A covardia do juiz de Amin Kontar

Dizia o criminalista americano que o maior prazer de uma pessoa acusada é acordar cedo pela manhã e poder afirmar que será julgado por um grande juiz. Justo, corajoso, imparcial, independente, livre dos afagos, compromissos e apalpadelas dos poderosos.

Amin Kontar não teve esta sorte.

Seu assassinato, dentro da cadeia pública do Departamento de Tarauacá, no ano de 1918, com um tiro na nuca e outro nas costelas, se deveu em grande medida a covardia de seu juiz.

Prestes a decidir ordem de hábeas corpus em valor de Amin, que apanhava sem cessar com chicote de couro de anta, o juiz recebeu ameaças do prefeito Cunha Vasconcelos caso soltasse o jovem acusado.

Amedrontado com a fúria do prefeito, que levou a cidade a verdadeiro estado de sítio, o juiz preferiu abandonar a Vila Seabra, abrindo caminho para os torturadores assassinarem Amin Kontar, logo após a sua partida.

Poderia se exigir do juiz conduta diversa da que tomou? Claro, não tenho um centímetro de dúvida. Temos vários exemplos de juízes que enfrentaram a tirania e realizaram a justiça.

"Ainda há juízes em Berlim", foi a frase dita por um camponês ameaçado de esbulho por um senhor feudal. Veja a beleza da confiança na justiça.
Quantos presos inocentes sofrem Brasil afora dentro das delegacias de polícia e nos presídios, por covardia de seus juízes?
Teria muita vergonha se eu tivesse sido filho, neto, ou bisneto, ou mesmo parente do juiz que deixou que assassinassem Amin Kontar, pela covardia com que agiu.

Lembrai-vos de Amin Kontar

Por incrível que pareça, Amin Kontar não leva o nome de nenhuma rua, avenidade, bairro, salão, praça, escola, ou coisa parecida.
• Muitos coronéis de barranco foram prestigiados no decorrer do século, na cidade de Tarauacá-Acre, e em vários municípios de nosso estado.

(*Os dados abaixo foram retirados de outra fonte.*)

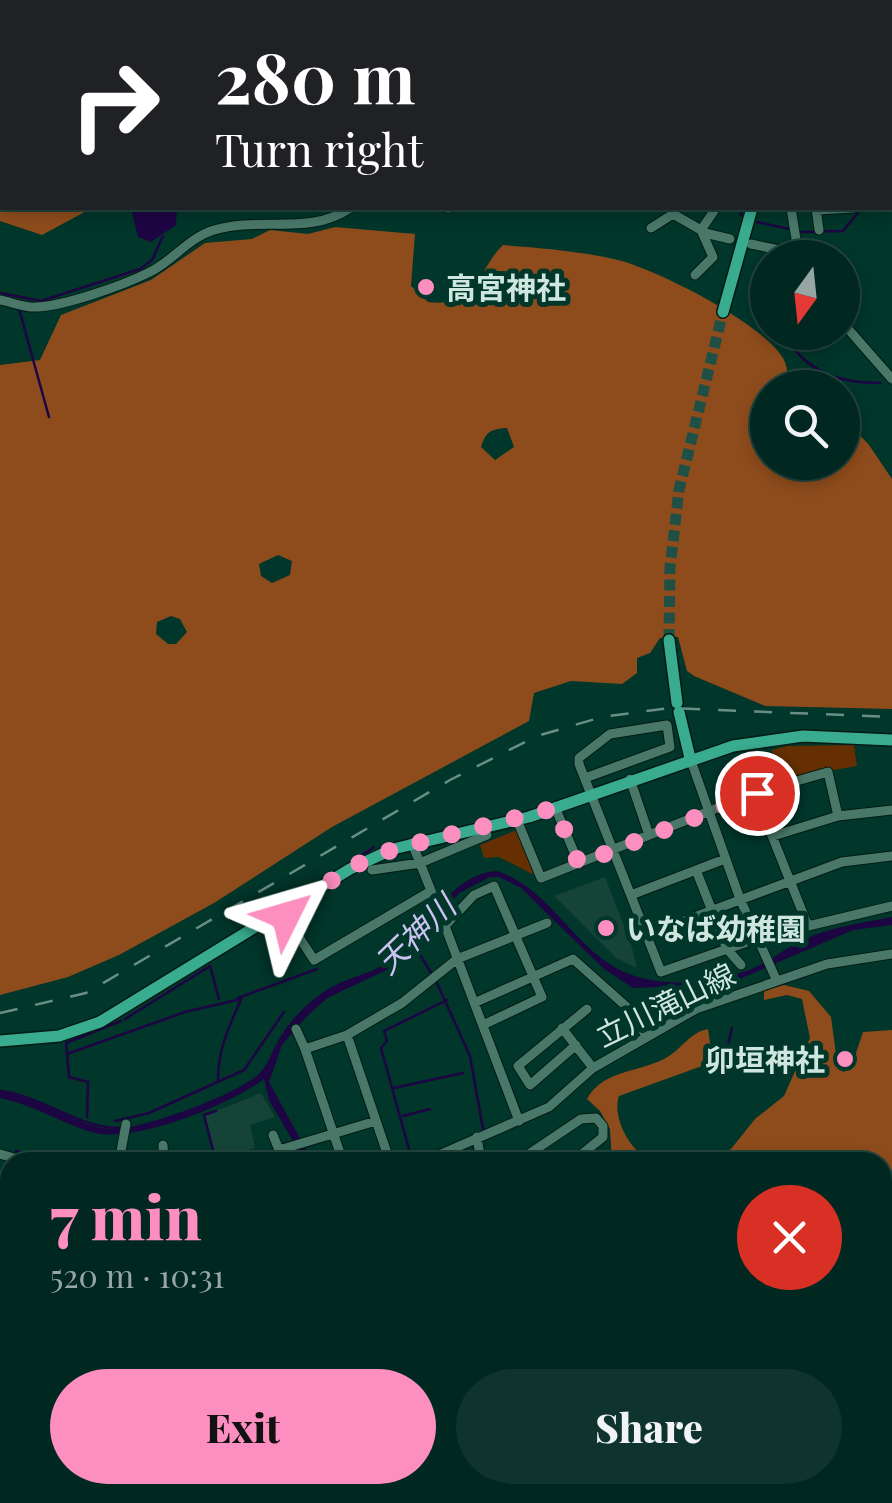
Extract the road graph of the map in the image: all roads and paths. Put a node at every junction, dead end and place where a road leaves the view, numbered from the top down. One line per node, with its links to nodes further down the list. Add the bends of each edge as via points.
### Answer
1 (347, 210): 12 (street, via 314,224 272,222 207,232 149,272 55,304)
2 (715, 210): 8 (street)
3 (751, 210): 13 (main road)
4 (791, 210): 10 (street)
5 (816, 210): 7 (street)
6 (650, 228): 8 (street, via 659,215 677,215)
7 (819, 230)
8 (703, 231): 9 (street); 11 (street, via 714,252)
9 (730, 239)
10 (796, 240)
11 (695, 275)
12 (0, 300)
13 (724, 312)
14 (860, 343): 15 (street)
15 (892, 379)
16 (669, 640): 17 (main road)
17 (676, 716): 19 (main road); 20 (street, via 670,747); 20 (street, via 602,738 579,758)
18 (892, 740): 19 (main road, via 779,738)
19 (690, 758): 21 (main road); 26 (street)
20 (585, 778): 22 (street)
21 (630, 779): 22 (main road); 30 (street)
22 (591, 794): 24 (main road); 33 (street)
23 (755, 794): 26 (street); 27 (street, via 828,772); 31 (street)
24 (555, 808): 28 (main road); 37 (street)
25 (892, 810): 27 (street)
26 (708, 813): 30 (street); 35 (street)
27 (838, 816): 31 (street)
28 (517, 820): 32 (main road); 37 (street, via 538,879)
29 (488, 835): 36 (street)
30 (649, 836): 33 (street)
31 (773, 836): 40 (street)
32 (412, 843): 36 (street); 45 (main road, via 360,863)
33 (613, 851): 37 (street); 41 (street)
34 (892, 856): 40 (street, via 842,862)
35 (725, 859): 39 (street); 42 (street)
36 (420, 863): 38 (street); 45 (street, via 433,894 314,960)
37 (579, 864)
38 (372, 870)
39 (696, 870): 41 (street); 44 (street)
40 (789, 881): 42 (street); 43 (street, via 808,926)
41 (631, 895): 48 (street)
42 (740, 900): 44 (street); 49 (street)
43 (892, 906)
44 (712, 910): 48 (street); 50 (street)
45 (282, 911): 63 (main road, via 100,1022 59,1036)
46 (548, 923): 47 (street)
47 (514, 935): 52 (street); 52 (street, via 493,884 445,926); 55 (street)
48 (646, 935): 50 (street, via 661,972)
49 (756, 939): 50 (street); 54 (street)
50 (727, 950): 53 (street)
51 (892, 954): 54 (street, 立川滝山線)
52 (457, 959): 56 (street); 61 (street, via 402,1003)
53 (740, 965)
54 (774, 974): 62 (street, 立川滝山線)
55 (533, 976): 56 (street); 58 (street, via 542,998); 62 (street, via 573,959 637,1016)
56 (474, 1003): 58 (street)
57 (587, 1008): 59 (street)
58 (483, 1025): 68 (street)
59 (562, 1028): 64 (street); 66 (street)
60 (296, 1029): 65 (street)
61 (347, 1034): 65 (street); 69 (street)
62 (645, 1035): 67 (street, 立川滝山線)
63 (0, 1041)
64 (576, 1045): 66 (street, via 530,1085); 67 (street)
65 (305, 1049): 73 (street)
66 (518, 1066): 68 (street)
67 (593, 1068): 70 (street, 立川滝山線)
68 (502, 1074): 70 (street)
69 (376, 1121): 73 (street); 79 (street)
70 (520, 1121): 74 (street, 立川滝山線)
71 (126, 1128): 76 (street)
72 (273, 1134): 73 (street, via 279,1150)
73 (333, 1134): 78 (street)
74 (477, 1137): 80 (street, 立川滝山線); 81 (street)
75 (163, 1146): 77 (street)
76 (121, 1152)
77 (163, 1152)
78 (339, 1152)
79 (387, 1152)
80 (445, 1152)
81 (480, 1152)
82 (532, 1152): 83 (street, via 580,1119 596,1118 603,1137)
83 (584, 1152)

Foram os poderosos que mataram Amin Kontar.

Considerado santo milagreiro, ninguém ainda celebrou a sua vida e a sua morte da maneira devida. 

Amin mereceria um busto em todas as delegacias de polícia e em todos os fóruns das comarcas acreanas. Por quê? Porque Amin Kontar é uma lição. A polícia o torturou e o matou, e a Justiça foi omissa, quando poderia ter evitado o homicídio do jovem inocente.

Que o povo tarauacaense comece a exigir de seus dirigentes que homenageiem Amin Kontar, e difunda a sua história como símbolo da resistência a toda forma de arbítrio, de abuso, e de violência.